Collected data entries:

BEGIN

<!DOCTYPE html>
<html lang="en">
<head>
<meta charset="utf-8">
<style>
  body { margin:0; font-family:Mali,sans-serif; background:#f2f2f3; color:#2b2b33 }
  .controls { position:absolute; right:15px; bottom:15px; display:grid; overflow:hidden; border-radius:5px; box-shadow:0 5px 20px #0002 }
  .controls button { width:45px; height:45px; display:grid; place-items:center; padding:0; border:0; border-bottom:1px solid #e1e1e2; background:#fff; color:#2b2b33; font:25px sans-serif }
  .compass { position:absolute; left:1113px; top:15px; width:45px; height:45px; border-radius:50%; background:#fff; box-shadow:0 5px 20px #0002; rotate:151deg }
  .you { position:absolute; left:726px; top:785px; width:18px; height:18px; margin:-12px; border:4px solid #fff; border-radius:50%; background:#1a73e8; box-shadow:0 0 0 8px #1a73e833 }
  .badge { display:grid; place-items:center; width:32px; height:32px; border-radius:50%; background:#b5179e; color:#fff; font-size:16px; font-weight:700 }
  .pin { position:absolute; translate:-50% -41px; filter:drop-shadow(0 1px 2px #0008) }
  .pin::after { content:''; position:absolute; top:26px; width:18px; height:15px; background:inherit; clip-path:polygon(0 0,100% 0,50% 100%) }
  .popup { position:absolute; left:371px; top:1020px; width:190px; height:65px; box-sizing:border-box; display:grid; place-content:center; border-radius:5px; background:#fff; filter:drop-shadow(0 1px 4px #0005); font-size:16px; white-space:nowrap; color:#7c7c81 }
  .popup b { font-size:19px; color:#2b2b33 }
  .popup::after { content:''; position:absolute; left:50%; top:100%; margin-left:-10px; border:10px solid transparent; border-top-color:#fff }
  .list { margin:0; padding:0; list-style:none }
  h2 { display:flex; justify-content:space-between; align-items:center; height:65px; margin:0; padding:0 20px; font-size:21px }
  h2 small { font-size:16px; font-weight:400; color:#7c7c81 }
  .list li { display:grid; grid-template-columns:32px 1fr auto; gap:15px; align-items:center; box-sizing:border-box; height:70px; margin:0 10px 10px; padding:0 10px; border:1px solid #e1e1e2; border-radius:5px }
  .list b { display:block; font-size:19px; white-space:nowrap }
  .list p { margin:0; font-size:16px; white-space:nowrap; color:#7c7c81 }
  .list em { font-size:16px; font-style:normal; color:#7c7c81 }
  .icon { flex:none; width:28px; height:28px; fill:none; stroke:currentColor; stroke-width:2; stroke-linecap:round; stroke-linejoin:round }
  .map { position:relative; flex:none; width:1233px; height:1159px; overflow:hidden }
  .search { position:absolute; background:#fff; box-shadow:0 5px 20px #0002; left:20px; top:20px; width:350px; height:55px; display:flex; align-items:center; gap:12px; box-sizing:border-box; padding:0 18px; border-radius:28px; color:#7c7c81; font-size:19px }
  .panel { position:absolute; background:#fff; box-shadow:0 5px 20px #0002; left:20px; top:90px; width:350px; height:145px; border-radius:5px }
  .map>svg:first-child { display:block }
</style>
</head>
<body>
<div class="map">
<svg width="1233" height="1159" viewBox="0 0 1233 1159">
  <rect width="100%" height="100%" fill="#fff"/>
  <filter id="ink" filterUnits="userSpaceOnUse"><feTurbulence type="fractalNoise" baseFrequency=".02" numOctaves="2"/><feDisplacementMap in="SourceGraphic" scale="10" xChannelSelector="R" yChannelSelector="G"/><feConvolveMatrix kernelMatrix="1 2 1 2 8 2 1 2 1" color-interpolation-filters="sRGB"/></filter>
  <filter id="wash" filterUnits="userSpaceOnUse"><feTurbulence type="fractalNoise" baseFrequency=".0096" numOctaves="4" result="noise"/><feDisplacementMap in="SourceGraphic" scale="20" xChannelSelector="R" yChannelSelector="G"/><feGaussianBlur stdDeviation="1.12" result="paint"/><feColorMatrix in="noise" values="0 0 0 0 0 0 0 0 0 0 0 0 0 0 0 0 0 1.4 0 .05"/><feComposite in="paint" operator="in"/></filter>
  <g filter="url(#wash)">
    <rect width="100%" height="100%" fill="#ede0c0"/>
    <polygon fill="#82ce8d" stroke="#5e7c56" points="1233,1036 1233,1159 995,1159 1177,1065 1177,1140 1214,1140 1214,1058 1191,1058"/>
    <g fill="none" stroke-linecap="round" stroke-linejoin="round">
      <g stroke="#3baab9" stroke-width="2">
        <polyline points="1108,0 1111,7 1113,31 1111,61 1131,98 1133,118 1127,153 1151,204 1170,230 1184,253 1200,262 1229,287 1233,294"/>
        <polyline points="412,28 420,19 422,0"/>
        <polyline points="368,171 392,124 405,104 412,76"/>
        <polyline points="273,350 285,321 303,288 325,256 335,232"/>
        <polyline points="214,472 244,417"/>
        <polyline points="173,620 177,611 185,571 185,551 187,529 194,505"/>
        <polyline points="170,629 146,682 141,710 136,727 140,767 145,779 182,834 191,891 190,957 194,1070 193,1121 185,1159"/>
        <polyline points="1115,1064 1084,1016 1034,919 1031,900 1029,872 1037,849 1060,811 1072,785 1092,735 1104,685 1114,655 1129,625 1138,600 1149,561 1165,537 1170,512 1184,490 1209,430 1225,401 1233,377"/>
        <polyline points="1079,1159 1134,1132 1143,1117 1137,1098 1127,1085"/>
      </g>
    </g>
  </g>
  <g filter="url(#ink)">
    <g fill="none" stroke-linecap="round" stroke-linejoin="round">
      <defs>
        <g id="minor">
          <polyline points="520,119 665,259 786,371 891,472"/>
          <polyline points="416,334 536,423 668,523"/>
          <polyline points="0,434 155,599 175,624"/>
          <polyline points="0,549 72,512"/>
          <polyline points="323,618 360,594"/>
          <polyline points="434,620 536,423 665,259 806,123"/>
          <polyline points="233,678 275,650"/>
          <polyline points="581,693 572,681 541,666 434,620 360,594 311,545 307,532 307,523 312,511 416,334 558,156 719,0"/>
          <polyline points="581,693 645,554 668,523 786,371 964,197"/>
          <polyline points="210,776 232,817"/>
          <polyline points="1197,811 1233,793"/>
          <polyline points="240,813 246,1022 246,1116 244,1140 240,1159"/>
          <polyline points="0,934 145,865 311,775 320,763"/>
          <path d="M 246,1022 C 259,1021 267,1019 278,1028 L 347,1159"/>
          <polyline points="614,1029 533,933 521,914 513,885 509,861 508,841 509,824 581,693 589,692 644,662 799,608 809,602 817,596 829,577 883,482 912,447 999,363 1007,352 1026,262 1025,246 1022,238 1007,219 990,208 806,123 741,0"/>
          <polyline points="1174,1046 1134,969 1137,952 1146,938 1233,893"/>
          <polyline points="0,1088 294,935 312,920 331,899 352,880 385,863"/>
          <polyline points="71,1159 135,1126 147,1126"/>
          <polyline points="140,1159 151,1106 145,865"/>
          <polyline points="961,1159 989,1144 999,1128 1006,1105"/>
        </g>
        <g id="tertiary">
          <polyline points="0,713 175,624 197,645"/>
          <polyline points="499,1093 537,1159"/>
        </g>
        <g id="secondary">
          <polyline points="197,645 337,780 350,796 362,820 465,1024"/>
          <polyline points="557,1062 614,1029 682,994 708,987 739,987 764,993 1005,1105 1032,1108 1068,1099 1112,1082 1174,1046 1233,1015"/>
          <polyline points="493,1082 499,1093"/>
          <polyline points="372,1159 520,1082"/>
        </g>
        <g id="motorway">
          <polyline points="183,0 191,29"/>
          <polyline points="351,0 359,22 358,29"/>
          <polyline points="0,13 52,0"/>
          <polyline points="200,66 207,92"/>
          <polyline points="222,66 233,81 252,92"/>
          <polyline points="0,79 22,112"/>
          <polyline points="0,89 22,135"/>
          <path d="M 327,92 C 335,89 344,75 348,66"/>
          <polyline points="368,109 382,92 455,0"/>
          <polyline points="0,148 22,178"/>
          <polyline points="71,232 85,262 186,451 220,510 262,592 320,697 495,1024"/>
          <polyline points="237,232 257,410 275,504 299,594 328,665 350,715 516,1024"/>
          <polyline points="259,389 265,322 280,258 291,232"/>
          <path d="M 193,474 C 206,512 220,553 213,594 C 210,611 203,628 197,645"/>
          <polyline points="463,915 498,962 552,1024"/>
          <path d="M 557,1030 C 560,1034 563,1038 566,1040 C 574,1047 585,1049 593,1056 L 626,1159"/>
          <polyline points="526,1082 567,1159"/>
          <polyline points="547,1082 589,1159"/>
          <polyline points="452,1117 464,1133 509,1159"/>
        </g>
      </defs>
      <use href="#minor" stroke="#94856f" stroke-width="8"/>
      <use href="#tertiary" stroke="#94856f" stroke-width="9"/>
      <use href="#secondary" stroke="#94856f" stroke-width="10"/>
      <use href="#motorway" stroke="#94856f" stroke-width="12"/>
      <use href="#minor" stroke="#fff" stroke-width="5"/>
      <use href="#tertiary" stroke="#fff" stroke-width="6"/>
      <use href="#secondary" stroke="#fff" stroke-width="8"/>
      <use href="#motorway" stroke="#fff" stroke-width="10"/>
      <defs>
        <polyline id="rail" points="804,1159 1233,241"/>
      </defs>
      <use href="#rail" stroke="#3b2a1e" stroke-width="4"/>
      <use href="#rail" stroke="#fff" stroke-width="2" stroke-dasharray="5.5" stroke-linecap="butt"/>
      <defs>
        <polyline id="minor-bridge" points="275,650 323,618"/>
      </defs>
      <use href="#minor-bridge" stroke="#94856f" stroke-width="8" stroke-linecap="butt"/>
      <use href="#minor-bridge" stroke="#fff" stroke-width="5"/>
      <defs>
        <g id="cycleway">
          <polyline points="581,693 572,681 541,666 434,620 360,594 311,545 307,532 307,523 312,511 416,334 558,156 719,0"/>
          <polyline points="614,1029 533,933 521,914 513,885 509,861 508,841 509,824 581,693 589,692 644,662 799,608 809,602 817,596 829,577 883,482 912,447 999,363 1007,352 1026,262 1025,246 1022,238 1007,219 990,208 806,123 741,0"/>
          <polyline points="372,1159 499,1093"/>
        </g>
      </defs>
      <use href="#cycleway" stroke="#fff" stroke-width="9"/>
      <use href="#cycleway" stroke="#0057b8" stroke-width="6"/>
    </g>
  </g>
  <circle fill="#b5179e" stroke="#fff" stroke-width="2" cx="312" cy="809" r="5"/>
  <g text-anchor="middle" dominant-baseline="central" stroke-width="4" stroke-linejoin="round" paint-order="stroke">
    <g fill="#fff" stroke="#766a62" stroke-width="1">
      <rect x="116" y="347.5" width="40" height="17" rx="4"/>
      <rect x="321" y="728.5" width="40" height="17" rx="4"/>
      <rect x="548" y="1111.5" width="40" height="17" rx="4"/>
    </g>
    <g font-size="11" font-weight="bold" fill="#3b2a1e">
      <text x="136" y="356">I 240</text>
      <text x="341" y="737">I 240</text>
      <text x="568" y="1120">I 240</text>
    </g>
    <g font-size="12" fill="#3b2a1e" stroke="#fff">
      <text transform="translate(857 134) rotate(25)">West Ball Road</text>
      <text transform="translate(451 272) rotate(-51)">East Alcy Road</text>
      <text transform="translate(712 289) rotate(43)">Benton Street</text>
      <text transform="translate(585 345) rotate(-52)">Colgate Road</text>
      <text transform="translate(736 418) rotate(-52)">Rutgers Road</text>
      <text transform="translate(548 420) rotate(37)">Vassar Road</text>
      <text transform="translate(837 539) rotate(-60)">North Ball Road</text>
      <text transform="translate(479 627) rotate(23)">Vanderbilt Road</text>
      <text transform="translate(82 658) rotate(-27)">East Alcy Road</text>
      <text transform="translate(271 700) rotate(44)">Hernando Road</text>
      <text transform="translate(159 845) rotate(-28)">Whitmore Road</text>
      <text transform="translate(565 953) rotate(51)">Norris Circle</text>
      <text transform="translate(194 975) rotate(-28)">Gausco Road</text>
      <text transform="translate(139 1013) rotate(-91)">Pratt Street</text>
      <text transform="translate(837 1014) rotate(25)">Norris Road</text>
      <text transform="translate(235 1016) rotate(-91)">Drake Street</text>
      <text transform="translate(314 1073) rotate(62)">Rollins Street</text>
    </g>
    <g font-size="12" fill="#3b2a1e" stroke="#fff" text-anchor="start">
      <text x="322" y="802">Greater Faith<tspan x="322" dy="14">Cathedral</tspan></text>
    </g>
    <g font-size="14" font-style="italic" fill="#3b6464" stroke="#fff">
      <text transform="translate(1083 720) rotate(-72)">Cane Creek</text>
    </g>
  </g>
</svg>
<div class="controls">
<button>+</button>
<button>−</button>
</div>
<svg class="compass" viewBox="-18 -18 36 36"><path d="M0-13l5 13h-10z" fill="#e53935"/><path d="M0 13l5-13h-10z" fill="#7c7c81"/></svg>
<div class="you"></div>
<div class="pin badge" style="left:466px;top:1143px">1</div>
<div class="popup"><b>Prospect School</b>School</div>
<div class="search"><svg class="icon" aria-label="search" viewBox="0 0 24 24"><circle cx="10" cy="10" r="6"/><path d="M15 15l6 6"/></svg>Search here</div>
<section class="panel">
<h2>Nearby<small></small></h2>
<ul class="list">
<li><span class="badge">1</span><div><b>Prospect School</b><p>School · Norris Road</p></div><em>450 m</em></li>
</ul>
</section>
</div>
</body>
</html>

END

Task item:
Among the records above, find the lines that contain "list" and copy every one.

Reply:
  .list { margin:0; padding:0; list-style:none }
  .list li { display:grid; grid-template-columns:32px 1fr auto; gap:15px; align-items:center; box-sizing:border-box; height:70px; margin:0 10px 10px; padding:0 10px; border:1px solid #e1e1e2; border-radius:5px }
  .list b { display:block; font-size:19px; white-space:nowrap }
  .list p { margin:0; font-size:16px; white-space:nowrap; color:#7c7c81 }
  .list em { font-size:16px; font-style:normal; color:#7c7c81 }
<ul class="list">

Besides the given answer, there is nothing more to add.